── Listed records ──

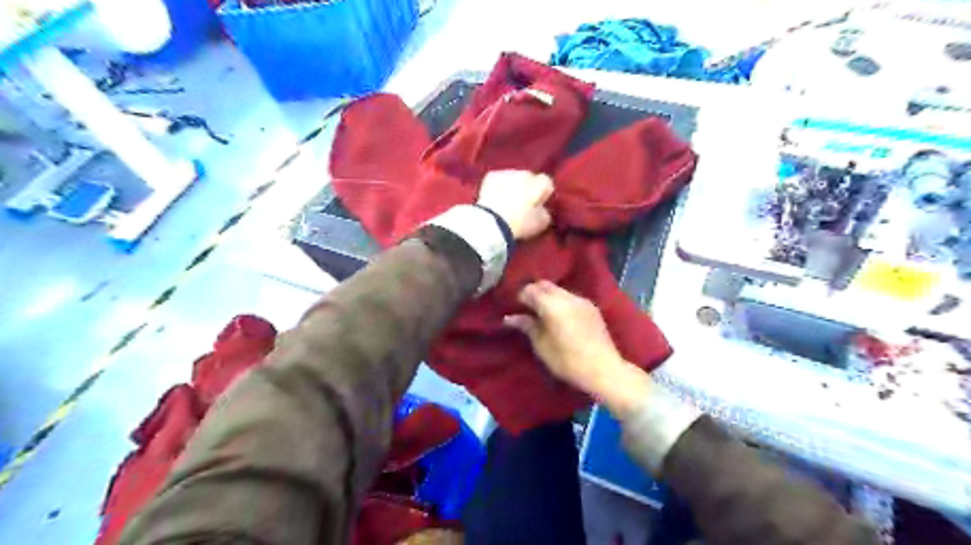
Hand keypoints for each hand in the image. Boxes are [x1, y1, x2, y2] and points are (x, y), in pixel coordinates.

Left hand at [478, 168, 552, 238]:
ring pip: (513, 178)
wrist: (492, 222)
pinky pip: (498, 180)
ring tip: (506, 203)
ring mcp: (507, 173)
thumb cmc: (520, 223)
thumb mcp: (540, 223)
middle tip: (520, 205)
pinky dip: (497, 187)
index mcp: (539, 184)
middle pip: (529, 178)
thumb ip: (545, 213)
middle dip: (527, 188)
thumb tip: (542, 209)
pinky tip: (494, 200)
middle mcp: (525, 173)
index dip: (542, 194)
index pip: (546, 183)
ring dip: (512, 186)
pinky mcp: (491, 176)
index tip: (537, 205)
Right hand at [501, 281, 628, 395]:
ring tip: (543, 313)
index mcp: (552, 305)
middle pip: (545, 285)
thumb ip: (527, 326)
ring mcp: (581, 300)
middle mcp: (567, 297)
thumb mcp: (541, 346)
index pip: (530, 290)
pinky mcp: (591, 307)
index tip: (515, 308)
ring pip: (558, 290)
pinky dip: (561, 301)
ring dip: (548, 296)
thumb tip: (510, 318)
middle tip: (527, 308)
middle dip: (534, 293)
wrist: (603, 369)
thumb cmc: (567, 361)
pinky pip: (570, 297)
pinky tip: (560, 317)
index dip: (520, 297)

───

Exactly as written, copy the lines from the one containing "index pip: (546, 183)" to the end of the entries, both ends included.

▶ **Solution to this exercise**
index pip: (546, 183)
ring dip: (512, 186)
pinky mcp: (491, 176)
index tip: (537, 205)
Right hand at [501, 281, 628, 395]:
ring tip: (543, 313)
index mcp: (552, 305)
middle pip: (545, 285)
thumb ip: (527, 326)
ring mcp: (581, 300)
middle mcp: (567, 297)
thumb mcp: (541, 346)
index pip: (530, 290)
pinky mcp: (591, 307)
index tip: (515, 308)
ring pip: (558, 290)
pinky dip: (561, 301)
ring dip: (548, 296)
thumb tip: (510, 318)
middle tip: (527, 308)
middle dip: (534, 293)
wrist: (603, 369)
thumb cmc: (567, 361)
pinky pip: (570, 297)
pinky tip: (560, 317)
index dip: (520, 297)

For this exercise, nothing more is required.